Covishield is what the Oxford/AstraZeneca vaccine is known as in India. Pharmaceutical company AstraZeneca gave permission to the Serum Institute of India (SII) to produce the vaccine. SII is the largest manufacturer of vaccines in the world, and can produce 70 million doses of the vaccine per month. But India needs at least 170 million doses monthly in order to vaccinate 80% of the country by the end of the year.

India Starts World’s Largest Vaccination Against COVID-19

A vaccinator holds a vial of Serum Institute of India’s (SII) COVID-19 vaccine called “Covishield.”
Photo by Mayank Makhija / NurPhoto via Getty Images

While it may be possible for India to override the intellectual property rights, essentially bypassing the pharma companies and granting other factories permission to manufacture vaccines, it is unlikely to do so.

For vaccines, compulsory licensing can be tricky. Lifting patents does not give the manufacturers all they need to know to produce the vaccines, “There needs to be a transfer of technology and know-how, along with the lifting of patent rights,” said Ramakumar.

Along with legal rights, a technology transfer, where companies help provide technical support to the companies receiving the technology, is required. This is why countries, including Vietnam, have been prodding pharmaceutical companies to collaborate and issue more voluntary licenses — like the one already issued by AstraZeneca to SII.

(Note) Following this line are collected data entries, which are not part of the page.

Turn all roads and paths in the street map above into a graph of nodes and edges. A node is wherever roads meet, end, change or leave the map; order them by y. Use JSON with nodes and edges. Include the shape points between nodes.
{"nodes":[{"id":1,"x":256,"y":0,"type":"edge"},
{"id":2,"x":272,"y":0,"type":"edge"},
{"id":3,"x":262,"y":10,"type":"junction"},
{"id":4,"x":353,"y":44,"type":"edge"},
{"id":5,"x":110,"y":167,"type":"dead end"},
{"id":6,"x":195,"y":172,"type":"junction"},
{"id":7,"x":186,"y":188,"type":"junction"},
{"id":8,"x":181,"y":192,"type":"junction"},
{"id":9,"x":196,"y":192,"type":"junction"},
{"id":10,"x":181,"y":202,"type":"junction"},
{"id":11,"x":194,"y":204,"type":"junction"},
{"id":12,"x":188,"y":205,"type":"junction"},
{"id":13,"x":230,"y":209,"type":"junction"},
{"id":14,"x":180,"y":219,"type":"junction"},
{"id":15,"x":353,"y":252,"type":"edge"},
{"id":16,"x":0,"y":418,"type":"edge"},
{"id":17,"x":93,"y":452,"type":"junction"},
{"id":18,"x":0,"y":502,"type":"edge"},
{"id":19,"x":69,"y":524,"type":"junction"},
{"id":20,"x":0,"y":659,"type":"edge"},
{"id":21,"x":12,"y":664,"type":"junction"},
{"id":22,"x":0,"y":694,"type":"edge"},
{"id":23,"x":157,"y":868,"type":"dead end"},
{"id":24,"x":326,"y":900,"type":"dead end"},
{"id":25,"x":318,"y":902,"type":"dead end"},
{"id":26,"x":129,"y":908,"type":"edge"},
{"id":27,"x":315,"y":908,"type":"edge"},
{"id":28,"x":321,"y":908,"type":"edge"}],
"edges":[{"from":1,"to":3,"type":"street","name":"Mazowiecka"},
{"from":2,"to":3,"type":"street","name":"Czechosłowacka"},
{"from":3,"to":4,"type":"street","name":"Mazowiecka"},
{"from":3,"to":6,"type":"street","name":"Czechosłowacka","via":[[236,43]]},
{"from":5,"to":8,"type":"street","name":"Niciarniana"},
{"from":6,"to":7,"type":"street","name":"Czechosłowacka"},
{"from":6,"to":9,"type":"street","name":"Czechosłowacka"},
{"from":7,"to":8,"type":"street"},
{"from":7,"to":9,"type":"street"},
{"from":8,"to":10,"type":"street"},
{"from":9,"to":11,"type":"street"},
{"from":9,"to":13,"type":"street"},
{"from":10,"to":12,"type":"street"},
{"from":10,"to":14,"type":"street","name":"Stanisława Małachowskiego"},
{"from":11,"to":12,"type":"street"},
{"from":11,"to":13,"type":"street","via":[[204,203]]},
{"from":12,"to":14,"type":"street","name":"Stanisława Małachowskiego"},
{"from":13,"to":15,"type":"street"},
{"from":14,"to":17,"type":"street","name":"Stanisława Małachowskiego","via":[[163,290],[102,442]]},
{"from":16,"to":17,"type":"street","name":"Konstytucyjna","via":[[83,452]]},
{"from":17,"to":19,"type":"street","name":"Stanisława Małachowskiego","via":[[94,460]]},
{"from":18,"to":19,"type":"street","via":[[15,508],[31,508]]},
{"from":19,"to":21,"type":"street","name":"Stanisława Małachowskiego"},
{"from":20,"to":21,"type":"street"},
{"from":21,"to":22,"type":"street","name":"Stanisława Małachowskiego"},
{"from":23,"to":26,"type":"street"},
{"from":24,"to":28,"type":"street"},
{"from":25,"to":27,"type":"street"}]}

Even when there is support, vaccine production takes time. India’s indigenously produced Covaxin vaccine has been licensed to three public sector vaccine manufacturers in India, but production still hasn’t started yet and will take another three to six months to get going.

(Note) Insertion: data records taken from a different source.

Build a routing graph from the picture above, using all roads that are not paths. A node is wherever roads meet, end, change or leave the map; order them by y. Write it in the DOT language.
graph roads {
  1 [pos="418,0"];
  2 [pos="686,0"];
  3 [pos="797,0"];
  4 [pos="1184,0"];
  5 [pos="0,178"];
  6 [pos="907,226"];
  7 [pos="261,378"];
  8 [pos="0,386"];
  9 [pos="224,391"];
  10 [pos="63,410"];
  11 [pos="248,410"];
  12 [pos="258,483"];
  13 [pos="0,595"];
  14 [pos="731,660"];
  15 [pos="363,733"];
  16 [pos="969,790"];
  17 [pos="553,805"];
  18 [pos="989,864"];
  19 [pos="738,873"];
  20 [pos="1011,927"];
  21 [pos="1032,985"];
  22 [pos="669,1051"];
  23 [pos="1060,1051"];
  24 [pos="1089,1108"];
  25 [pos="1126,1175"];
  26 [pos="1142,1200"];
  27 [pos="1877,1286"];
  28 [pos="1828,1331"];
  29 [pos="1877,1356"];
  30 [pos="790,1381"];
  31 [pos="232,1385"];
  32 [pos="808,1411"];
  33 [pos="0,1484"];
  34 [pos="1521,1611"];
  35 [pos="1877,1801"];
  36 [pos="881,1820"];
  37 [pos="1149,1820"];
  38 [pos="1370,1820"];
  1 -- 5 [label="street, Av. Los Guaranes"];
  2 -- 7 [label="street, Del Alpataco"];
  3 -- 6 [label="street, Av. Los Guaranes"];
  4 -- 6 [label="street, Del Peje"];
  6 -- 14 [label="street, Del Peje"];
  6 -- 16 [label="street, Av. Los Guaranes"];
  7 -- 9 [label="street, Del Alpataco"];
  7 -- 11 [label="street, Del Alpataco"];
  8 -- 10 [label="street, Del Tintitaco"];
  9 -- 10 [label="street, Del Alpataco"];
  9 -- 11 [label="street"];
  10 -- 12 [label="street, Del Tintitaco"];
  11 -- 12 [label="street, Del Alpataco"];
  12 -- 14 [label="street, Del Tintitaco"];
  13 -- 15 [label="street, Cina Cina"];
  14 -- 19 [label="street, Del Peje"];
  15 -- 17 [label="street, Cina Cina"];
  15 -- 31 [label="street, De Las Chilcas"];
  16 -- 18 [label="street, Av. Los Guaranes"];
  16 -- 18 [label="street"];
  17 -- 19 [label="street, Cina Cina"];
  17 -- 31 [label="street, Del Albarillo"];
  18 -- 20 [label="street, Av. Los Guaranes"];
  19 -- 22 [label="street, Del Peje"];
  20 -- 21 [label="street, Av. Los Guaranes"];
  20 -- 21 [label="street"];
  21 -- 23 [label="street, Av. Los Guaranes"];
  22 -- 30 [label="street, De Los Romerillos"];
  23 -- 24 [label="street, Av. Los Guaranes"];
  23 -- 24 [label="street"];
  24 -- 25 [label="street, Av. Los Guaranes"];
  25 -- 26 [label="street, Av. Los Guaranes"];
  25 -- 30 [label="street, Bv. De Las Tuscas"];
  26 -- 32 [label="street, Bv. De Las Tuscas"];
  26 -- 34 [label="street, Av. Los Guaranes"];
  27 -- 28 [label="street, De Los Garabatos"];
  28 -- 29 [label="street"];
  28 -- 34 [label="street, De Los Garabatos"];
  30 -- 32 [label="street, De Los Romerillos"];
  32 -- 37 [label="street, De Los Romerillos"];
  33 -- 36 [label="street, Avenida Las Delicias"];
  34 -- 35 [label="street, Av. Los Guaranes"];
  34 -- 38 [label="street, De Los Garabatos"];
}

Some vaccines are also more complex to produce than others. mRNA vaccines, like the ones developed by Pfizer and Moderna, are newcomers to the pharmaceutical world. There are already global shortages of raw materials for mRNA vaccines, including everything from plastic bags to nanoparticles.

That’s because before the pandemic, these kinds of vaccines were mostly produced in tiny batches — enough for academic research but not a global vaccination campaign. The newness of these vaccines also means that manufacturing facilities and expertise needed to safely make these vaccines are in extremely short supply. Those problems aren’t something that a waiver alone can solve.

“It takes a significant amount of time, a couple of months, for vaccine manufacturers to put in place infrastructure, raw materials, skilled workers and arrangements with vendors to start making the vaccines,” said Shivangi Mittal, senior associate at Koan Advisory Group, a technology policy consulting firm.

This process will be slower for intellectual property from other countries or from other innovators who are not closely working with manufacturers under existing commercial arrangements, said Mittal.

Beyond the technical issues, there are diplomatic repercussions to going it alone. Any country that has used compulsory licensing in the past has attracted severe censure from regions that are pharma hubs, such as the European Union, US, and Japan, which have responded with threats of sanctions and cutting off of trade privileges.

“While this [overriding of patent rights] is legally possible, it has rarely been used, even in strong developing countries like India or Brazil or South Africa,” said Achal Prabhala, coordinator of the AccessIBSA project, which campaigns for access to medicines in those countries.

Prabhala said that smaller developing countries have almost never used these provisions because they are even more vulnerable to diplomatic pressure from economic heavyweights like the US and EU. That’s why waivers remain a slower but still more diplomatically palatable option for most countries, including India.

Waivers are a start. They can theoretically help increase vaccine supplies, but to actually get shots into the arms of people, India’s government will still need to enact good policies to help manufacture and distribute vaccines. Globally, it would mean more collaborations and technology transfers from Western to non-Western pharmaceutical companies.

“For India, that would mean declaring vaccines as public good, procuring them centrally and providing them free,” said Ramakumar.